Few more Slavonic names remain to be mentioned, and these more for their correspondence with those of other races than for much intrinsic interest.
Very few are known beyond their own limits. Stanislav, or Camp glory, is the most universal, and is one of the very few found in the Roman calendar, which has two Polish saints thus named. The first, Stanislav Sczepanowski, Bishop of Cracow, was one of the many prelates of the eleventh century who had to fight the battle of Church against king, and he was happy in that his cause was that of morality as well as discipline. Having excommunicated King Boleslav for carrying off the wife of one of the nobles, he was murdered by the king in his own cathedral; and Gregory VII. being the reigning Pope, his martyrdom was an effectual seed of submission to the Church. The wretched king died by his own hand, and the bishop became a Slavonian Becket, was enshrined at Cracow, and thought to work miracles. His name was, of course, national, and was again canonized in the person of Stanislav Kostka, one of the early Jesuits who guided the reaction of Roman Catholicism in Poland. The name has even been used in France, chiefly for the sake of the father of the Polish queen of Louis XV., and afterwards from the influx of Poles after the partition of their kingdom.

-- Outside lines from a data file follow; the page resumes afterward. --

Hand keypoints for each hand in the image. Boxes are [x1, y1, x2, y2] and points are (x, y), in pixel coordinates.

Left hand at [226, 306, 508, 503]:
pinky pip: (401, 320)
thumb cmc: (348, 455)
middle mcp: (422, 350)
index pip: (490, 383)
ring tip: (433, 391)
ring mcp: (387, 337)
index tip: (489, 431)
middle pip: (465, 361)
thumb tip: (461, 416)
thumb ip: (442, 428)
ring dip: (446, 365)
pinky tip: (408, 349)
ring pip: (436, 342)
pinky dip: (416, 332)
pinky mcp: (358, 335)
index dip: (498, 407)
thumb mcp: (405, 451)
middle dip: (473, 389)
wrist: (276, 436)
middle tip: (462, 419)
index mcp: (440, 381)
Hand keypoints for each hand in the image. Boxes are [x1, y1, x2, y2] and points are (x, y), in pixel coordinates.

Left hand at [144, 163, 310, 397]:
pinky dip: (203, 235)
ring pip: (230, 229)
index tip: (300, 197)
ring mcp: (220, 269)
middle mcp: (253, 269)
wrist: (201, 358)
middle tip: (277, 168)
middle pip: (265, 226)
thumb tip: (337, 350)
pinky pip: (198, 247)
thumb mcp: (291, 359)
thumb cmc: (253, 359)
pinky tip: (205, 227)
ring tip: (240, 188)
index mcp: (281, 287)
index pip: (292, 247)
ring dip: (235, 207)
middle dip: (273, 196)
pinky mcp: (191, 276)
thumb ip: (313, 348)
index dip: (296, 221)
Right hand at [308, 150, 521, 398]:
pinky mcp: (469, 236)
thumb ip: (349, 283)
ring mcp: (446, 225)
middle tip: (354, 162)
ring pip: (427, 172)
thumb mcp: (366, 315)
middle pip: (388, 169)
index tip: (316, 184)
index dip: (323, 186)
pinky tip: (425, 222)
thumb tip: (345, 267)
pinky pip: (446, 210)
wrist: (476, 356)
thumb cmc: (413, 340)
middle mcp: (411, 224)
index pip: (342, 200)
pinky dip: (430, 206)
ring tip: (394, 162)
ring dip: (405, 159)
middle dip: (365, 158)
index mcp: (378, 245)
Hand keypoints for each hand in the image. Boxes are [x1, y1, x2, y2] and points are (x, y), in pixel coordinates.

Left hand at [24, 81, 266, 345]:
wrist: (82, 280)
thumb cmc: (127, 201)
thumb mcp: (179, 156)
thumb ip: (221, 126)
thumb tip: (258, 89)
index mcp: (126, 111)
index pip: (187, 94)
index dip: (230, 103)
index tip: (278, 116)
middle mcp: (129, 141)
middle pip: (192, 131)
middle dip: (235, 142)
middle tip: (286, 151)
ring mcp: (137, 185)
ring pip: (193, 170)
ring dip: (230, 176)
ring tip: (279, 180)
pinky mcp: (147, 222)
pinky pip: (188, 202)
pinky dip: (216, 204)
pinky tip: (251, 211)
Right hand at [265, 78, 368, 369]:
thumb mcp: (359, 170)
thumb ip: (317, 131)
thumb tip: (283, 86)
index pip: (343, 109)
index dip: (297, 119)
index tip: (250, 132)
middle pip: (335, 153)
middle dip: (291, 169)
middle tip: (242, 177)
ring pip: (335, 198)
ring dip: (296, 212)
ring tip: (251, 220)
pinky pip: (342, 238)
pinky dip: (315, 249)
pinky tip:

| English. | French. | Portuguese. | Italian. |
| Stanislaus | Stanislas | Estanislau | Stanislao |
| German. | Bavarian. | Polish. | Illyrian. |
| Stanislav | Stanes | Stanislav | Stanisav |
| Lettish. | Stanisl | Stach | Stanko |
| Stanislavs | Stanel | Stas | |
| Stachis | Stanerl |
Much in the same spirit is the Russian Boris, from the old Slavonian borotj, to fight. It has never been uncommon in Muscovy, and belonged to the brother-in-law of Ivan the Terrible, Boris Goudenoff, who was regent for his imbecile nephew Feodor; and, after assassinating the hopeful younger brother, Dmitri, reigned as czar, till dethroned by a counterfeit Dmitri. Borka and Borinka are the contractions, and Borivor was the first Christian duke of Bohemia.
Bron, a weapon, forms Bronislav and Bronislava. Voj is the general Slavonic term for war, and is a very frequent termination. Vojtach, the Polish Vojciech, and Lithuanian Waitkus, all mean warrior.
It is a curious feature in nomenclature how strongly glory and fame are the leading notion of the entire race, whose national title of glory has had such a fall. Slav is an inevitable termination; voj almost as constantly used; and even the tenderest commencements are forced to love war, and to love fame. The old Russian Mstisslav glories in vengeance (mest), but is usually recorded as Mistislaus; Rostislav increases glory; Vratislav, Glowing glory, names not only the Wratislaus of history, but the city of Breslaw. The Slovak Vekoslav, and Vekoslava, are Eternal fame.
The two animals used in Slavonic names are warlike; Vuk, the wolf, and Bravac, the wild boar; but both these are very possibly adopted from the German Wulf and Eber.
Section IV.—Names of Might.
Boleje, strong or great, answers to the Teuton mer, and Boleslav is great glory. Boleslav Chrobry, the second Christian prince of Poland, was a devout savage and great conqueror, both in Russia and Bohemia. He was the first Pole to assume the title of king; and after his death, in 1025, there are many instances of his name in both Poland and Bohemia.
In this latter country it had, however, a far more sinister fame. Borivor and Ludmilla, the first Christian prince and princess of that duchy, had two grandsons, Boleslav and Vesteslav, or Venceslav, the first a heathen, the latter a Christian. Boleslav stirred up the pagan population against his brother, and murdered him while praying in church at Prague, on the 28th of September, 644, thus conferring on him the honour of a patron saint and centre of legends. The House of Luxemburg obtained the kingdom of Bohemia by marriage, and Venceslav was introduced among their appellations in the form of Wenzel; and the crazy and furious Bohemian king of that name sat for a few unhappy years on the imperial throne; but in spite of the odium of that memory, the name of good King Wenceslas, as we call it, held its ground, and contracts into Vacslav and Vaclav. Some say that it is crown glory, from vienice; others deduce the prefix from vest, the superlative of veliku, great, which furnished the Bulgarian Velika, Veleslav, Velimir.